What would a populist foreign policy look like? Let’s say that it starts with the support of at least 51% of Americans. When possible, it would also command the support of 51% of the world’s citizens. (Uh, this isn’t about a one-world government. This is about increasing our “soft power,” so that we don’t have to do everything with “hard power.” That was one sentiment Obama got right this week.) A peace agreement with Iran? Sure. Two-state solution in the Holy Land? Heck, why not. A general military drawdown around the world accompanied by vigorous rhetorical defense of international institutions like the UN, NATO, even Doctors Without Borders and Amnesty International? You’d be surprised; if we meant it, people would love it. A future populist president would lead us from behind like gangbusters in the Washington-Jordan tradition.

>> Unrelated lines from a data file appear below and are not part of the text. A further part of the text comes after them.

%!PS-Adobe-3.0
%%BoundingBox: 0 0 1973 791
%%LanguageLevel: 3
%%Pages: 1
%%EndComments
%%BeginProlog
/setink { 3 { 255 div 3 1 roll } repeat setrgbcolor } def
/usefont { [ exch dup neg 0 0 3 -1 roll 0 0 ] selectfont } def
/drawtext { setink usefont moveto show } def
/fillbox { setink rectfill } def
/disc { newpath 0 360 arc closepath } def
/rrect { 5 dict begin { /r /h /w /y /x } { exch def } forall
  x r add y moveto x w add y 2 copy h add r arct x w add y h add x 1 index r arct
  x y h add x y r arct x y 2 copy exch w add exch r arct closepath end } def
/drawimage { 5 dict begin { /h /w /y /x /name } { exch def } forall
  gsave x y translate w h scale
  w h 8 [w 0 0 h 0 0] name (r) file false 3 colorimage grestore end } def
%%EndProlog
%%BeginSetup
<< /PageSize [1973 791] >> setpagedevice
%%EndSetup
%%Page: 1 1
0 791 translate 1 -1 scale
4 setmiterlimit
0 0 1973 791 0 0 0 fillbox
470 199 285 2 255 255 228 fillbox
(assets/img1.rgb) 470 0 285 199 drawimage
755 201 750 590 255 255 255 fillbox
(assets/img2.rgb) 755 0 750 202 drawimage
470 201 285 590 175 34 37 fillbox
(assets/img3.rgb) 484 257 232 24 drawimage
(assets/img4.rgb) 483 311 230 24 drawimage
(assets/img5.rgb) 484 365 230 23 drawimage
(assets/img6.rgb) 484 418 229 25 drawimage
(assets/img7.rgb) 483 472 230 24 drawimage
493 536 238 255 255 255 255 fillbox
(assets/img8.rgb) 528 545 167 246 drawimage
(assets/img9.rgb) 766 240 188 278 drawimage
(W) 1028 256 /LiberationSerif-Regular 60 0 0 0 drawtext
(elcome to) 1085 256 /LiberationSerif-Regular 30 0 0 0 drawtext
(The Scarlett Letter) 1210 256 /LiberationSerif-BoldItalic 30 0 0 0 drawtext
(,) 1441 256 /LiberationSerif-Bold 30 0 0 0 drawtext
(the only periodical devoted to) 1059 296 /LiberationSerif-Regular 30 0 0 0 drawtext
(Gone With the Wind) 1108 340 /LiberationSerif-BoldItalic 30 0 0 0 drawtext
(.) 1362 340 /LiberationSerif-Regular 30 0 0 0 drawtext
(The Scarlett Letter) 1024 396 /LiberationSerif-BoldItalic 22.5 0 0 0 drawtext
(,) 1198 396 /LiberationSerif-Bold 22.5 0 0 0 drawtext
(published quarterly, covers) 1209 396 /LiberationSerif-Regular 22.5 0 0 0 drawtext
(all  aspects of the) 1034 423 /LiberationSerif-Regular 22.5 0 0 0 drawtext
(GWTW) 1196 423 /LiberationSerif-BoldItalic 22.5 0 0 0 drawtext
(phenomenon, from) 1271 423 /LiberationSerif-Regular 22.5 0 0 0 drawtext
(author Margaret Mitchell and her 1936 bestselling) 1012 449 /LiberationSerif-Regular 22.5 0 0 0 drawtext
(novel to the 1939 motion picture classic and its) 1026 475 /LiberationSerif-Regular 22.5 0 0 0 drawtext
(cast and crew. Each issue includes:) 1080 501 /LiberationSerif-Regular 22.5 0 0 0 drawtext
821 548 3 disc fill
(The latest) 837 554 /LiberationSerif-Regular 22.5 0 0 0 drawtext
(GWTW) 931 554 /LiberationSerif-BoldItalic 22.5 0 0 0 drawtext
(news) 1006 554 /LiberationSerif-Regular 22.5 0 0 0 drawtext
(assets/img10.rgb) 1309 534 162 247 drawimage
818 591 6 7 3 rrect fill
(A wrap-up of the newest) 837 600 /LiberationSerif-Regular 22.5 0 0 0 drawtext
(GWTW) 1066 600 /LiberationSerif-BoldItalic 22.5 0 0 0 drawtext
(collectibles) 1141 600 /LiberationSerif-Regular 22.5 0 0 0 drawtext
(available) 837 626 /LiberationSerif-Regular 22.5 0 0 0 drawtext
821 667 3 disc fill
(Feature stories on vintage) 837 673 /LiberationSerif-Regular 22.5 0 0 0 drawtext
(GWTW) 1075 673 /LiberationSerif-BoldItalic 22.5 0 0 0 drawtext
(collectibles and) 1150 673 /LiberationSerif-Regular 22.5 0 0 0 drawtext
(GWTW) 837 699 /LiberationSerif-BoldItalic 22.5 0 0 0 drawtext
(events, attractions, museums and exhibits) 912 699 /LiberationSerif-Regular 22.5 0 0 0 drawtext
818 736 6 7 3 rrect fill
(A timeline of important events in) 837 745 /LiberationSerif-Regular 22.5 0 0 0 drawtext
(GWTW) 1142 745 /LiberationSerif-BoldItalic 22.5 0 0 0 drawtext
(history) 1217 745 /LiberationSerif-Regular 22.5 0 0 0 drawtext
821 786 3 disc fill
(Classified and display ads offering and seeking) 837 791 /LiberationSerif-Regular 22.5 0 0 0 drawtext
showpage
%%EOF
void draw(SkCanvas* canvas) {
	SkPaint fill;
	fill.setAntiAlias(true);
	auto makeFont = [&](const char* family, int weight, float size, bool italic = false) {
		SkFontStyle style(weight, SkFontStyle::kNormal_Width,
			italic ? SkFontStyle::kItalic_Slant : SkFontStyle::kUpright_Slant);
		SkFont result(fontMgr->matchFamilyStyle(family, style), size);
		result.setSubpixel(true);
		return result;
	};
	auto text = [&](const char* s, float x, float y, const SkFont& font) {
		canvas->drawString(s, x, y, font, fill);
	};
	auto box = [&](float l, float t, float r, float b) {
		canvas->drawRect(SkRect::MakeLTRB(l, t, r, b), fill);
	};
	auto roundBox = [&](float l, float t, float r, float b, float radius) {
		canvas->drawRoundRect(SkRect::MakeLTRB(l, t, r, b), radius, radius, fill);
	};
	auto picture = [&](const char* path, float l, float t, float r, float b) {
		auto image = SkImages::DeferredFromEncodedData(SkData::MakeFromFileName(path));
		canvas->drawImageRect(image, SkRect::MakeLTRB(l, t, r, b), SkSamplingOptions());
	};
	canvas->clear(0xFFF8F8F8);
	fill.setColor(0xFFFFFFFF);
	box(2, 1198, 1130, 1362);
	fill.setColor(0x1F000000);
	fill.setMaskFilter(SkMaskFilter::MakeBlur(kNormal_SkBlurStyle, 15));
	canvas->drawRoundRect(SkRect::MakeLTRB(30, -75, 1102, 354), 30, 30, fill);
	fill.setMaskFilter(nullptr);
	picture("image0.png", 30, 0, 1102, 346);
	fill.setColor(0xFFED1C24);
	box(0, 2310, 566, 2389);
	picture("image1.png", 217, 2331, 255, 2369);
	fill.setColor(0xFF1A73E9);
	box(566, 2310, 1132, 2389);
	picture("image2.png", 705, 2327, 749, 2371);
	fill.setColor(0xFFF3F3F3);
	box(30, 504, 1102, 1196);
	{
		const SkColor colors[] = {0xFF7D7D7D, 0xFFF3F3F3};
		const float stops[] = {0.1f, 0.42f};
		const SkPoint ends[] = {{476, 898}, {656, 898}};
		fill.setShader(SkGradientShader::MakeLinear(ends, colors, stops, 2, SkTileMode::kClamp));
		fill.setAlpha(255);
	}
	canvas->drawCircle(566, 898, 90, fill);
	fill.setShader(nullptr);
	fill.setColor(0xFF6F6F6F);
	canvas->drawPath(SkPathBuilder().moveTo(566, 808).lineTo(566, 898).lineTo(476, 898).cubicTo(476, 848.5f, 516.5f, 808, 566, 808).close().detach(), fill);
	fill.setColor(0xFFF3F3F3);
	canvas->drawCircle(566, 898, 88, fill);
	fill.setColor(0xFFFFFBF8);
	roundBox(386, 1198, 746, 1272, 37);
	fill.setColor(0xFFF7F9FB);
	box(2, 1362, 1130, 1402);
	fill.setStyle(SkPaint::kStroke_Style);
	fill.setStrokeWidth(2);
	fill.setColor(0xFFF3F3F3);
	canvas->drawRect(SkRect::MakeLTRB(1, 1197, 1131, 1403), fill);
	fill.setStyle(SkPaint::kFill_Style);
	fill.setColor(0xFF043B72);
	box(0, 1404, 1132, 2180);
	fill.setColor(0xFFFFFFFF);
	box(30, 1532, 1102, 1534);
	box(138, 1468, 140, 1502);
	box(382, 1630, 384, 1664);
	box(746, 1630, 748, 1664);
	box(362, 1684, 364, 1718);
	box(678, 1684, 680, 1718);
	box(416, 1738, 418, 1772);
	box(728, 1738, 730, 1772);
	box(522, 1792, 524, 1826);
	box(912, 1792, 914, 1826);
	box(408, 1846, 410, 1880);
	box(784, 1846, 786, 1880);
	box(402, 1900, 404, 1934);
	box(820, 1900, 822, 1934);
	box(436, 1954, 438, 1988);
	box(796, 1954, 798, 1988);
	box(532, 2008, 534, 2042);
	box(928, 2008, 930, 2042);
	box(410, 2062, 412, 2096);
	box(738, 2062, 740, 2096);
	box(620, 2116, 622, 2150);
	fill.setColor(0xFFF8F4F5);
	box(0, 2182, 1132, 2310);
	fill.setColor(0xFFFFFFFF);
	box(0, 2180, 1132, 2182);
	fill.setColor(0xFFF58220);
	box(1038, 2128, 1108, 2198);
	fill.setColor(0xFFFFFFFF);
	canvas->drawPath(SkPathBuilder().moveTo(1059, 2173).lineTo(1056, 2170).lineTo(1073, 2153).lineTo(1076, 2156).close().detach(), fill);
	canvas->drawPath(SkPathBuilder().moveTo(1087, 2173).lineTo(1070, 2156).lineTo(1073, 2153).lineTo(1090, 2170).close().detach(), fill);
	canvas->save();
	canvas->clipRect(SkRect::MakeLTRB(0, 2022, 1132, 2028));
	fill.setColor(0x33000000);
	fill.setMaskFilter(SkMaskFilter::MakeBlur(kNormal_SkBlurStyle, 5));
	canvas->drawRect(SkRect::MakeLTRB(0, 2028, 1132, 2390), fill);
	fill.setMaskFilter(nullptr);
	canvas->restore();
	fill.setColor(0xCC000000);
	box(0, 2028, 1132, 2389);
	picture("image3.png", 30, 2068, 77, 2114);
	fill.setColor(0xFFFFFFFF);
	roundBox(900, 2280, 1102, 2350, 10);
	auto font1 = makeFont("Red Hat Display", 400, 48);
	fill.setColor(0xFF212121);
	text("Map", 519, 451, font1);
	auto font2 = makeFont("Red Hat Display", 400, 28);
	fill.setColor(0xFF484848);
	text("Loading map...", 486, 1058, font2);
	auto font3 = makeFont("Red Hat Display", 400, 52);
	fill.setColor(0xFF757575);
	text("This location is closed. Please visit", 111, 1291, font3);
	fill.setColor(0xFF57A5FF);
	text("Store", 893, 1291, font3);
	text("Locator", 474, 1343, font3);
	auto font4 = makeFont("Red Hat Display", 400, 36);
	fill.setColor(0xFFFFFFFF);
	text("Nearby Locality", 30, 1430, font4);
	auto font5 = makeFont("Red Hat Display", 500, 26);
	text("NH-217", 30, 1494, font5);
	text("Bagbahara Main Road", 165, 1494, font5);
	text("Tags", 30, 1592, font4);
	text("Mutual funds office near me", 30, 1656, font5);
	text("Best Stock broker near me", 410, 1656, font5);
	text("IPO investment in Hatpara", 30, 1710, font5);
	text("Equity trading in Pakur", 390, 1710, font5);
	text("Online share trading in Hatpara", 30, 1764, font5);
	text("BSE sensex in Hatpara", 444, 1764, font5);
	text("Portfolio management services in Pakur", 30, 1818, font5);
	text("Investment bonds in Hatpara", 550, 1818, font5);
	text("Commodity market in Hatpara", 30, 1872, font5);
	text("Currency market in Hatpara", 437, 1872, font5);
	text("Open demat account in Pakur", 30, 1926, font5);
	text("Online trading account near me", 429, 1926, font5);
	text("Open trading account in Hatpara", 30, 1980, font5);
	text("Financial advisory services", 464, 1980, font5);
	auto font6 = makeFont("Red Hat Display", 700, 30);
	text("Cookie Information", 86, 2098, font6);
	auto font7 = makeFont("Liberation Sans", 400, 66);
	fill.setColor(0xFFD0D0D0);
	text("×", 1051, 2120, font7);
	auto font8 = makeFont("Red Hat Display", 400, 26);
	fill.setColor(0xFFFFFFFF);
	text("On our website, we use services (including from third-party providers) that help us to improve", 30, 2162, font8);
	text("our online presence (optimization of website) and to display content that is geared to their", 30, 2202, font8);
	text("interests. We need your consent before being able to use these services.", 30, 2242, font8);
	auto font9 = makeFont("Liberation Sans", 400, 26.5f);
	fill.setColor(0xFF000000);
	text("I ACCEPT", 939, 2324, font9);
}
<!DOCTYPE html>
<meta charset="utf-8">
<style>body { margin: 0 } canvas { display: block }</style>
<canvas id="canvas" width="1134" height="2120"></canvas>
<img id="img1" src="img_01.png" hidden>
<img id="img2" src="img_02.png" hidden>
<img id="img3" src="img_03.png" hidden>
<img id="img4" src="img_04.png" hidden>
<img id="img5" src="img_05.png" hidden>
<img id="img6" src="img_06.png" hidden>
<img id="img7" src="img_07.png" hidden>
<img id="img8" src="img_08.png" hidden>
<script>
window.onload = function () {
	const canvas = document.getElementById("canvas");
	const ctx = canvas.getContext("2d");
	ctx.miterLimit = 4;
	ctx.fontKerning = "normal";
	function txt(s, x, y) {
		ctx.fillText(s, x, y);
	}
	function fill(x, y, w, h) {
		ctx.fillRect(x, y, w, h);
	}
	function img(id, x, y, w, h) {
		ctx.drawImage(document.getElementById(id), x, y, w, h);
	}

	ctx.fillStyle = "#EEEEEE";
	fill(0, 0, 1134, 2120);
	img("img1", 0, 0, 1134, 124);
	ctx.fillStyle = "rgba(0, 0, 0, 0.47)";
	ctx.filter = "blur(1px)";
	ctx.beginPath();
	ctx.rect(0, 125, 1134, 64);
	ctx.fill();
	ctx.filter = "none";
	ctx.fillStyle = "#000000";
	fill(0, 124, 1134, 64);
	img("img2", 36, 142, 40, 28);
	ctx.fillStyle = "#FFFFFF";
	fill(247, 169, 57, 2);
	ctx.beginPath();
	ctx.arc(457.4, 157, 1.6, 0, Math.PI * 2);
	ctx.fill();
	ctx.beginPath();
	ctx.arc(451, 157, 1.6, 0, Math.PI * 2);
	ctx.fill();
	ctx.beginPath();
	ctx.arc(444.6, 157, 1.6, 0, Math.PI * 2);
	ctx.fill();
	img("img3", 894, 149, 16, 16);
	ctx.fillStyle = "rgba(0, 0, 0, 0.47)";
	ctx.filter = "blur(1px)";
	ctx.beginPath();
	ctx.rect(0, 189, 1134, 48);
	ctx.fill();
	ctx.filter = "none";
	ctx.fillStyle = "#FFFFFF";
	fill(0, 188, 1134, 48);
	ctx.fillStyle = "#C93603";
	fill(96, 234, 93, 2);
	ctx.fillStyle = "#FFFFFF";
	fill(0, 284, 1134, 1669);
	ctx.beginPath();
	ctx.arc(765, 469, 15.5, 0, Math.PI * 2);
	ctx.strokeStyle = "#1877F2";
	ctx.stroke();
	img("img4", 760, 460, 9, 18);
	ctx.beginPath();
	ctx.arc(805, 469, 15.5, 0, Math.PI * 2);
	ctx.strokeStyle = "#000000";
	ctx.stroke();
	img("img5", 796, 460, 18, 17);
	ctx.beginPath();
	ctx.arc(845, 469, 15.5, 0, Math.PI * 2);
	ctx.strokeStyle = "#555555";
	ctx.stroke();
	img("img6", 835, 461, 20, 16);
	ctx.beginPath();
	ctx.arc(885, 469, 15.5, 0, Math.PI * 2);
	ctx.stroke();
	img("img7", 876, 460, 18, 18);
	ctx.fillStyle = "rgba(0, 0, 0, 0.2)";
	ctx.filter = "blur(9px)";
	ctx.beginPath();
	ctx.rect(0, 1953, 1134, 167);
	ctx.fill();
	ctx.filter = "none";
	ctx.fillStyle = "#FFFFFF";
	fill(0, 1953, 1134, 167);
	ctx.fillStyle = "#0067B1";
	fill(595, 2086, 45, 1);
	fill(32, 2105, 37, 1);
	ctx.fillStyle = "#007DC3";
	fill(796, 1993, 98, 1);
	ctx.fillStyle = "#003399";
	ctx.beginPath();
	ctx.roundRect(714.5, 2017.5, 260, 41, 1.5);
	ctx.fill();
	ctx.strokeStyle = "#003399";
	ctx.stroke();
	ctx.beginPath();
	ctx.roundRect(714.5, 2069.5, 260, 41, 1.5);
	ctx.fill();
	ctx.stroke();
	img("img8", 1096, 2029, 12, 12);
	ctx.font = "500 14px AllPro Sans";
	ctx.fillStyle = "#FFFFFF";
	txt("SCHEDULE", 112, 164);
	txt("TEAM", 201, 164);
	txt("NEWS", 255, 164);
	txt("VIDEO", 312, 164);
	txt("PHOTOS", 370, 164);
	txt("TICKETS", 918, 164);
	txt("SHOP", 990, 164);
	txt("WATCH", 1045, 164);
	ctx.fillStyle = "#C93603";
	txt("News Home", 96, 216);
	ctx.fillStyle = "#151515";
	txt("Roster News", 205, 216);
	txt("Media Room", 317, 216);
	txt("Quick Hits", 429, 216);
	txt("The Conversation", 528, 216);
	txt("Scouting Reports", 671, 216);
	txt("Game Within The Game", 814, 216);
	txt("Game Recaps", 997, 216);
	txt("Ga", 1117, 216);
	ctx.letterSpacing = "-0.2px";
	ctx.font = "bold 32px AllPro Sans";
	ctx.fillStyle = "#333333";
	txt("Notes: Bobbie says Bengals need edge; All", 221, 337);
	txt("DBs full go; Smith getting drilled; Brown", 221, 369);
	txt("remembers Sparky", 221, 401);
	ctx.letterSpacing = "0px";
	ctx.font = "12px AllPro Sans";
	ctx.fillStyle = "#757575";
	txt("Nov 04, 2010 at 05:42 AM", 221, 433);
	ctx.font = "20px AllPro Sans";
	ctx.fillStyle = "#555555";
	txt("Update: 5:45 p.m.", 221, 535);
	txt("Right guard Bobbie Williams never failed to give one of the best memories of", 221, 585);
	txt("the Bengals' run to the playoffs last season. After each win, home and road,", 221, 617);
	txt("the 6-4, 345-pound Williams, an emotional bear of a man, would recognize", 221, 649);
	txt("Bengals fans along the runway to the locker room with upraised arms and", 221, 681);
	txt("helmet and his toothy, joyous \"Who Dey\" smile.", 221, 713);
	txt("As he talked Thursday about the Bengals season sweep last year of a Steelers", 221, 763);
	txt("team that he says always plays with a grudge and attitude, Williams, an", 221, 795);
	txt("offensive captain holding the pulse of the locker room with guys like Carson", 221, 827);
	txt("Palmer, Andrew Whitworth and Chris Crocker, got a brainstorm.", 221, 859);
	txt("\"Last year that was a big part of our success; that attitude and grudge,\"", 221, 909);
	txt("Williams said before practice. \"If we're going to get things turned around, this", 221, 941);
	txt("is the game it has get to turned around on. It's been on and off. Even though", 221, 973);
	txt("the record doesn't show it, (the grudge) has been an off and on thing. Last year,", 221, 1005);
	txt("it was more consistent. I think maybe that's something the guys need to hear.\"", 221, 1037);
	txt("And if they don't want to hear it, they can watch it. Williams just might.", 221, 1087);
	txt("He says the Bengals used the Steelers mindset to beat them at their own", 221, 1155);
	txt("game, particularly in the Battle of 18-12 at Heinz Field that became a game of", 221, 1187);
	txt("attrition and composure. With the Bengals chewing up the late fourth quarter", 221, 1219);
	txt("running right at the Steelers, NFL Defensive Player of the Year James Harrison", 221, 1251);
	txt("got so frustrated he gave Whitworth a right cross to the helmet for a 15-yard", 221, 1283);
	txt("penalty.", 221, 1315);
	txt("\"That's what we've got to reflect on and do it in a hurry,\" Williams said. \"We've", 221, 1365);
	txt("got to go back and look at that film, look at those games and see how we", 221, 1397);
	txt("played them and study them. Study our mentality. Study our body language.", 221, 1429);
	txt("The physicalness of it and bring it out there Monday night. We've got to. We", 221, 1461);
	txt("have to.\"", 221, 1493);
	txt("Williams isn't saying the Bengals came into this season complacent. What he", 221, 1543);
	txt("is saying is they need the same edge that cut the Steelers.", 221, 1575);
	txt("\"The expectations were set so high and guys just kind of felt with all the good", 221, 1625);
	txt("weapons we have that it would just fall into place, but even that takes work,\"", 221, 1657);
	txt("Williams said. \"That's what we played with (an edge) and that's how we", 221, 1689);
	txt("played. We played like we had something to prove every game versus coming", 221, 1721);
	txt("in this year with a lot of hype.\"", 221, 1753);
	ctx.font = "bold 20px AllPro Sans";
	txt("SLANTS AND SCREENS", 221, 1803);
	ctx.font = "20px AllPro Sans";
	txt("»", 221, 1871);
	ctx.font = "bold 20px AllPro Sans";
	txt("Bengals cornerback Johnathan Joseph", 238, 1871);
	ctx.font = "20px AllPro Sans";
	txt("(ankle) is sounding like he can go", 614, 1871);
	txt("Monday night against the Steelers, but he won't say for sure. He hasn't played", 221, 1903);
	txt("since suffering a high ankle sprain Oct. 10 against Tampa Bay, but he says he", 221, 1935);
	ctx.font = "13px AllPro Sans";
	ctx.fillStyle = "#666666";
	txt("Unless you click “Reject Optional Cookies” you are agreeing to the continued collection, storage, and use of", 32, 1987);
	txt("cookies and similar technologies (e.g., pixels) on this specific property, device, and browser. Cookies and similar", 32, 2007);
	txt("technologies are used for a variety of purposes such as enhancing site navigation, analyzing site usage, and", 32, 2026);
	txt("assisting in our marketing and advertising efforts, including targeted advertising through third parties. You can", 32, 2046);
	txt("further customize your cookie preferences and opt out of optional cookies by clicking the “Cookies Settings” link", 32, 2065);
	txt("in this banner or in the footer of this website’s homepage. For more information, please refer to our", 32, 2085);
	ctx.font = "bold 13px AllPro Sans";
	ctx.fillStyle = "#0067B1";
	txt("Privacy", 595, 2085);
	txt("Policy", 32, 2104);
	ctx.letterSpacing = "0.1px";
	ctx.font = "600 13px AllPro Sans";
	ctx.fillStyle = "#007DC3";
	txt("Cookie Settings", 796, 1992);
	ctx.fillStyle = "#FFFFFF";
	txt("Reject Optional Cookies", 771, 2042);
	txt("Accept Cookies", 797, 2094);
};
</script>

Let me suggest something so overwhelming popular that our mainstream press won’t even contemplate it. I can summarize a populist foreign policy in one word: bribery. There are two kinds of problems in the world, in our country, in your house: those that can be solved with money, and those that can’t. The second group tends to involve a lot of awkward emotions. Speaking of emotions, if you don’t want to get upset, do not research how much of your taxes are being spent on obsolete and impractical programs in our military. But see, I follow news. Asking politicians to make real dents in our military budget is like asking Disney to stop making cartoons. Instead, how about redirecting funds? In terms of goodie bags, let’s treat our favorite leaders like we already treat whoever (and I mean whoever) is leading Israel and Afghanistan, only with strings attached for hard-working Americans. The more American jobs those leaders support (you know, by closing sweatshops that reduce American competitiveness), the more cash they get. The funny thing is that we have the money; we just find bribery distasteful, while gunboat diplomacy is apparently almost as tasteful as drone attacks. Enough already; the “Sue” in “Sue for peace” shouldn’t be a boy named Sue. Stop the kills, start the kickbacks. In the Game of Thrones books, coin currency is also called dragons. It’s time to unleash our hidden dragons.

Or: we ride out these next 2 ½ years as a crouching tapir.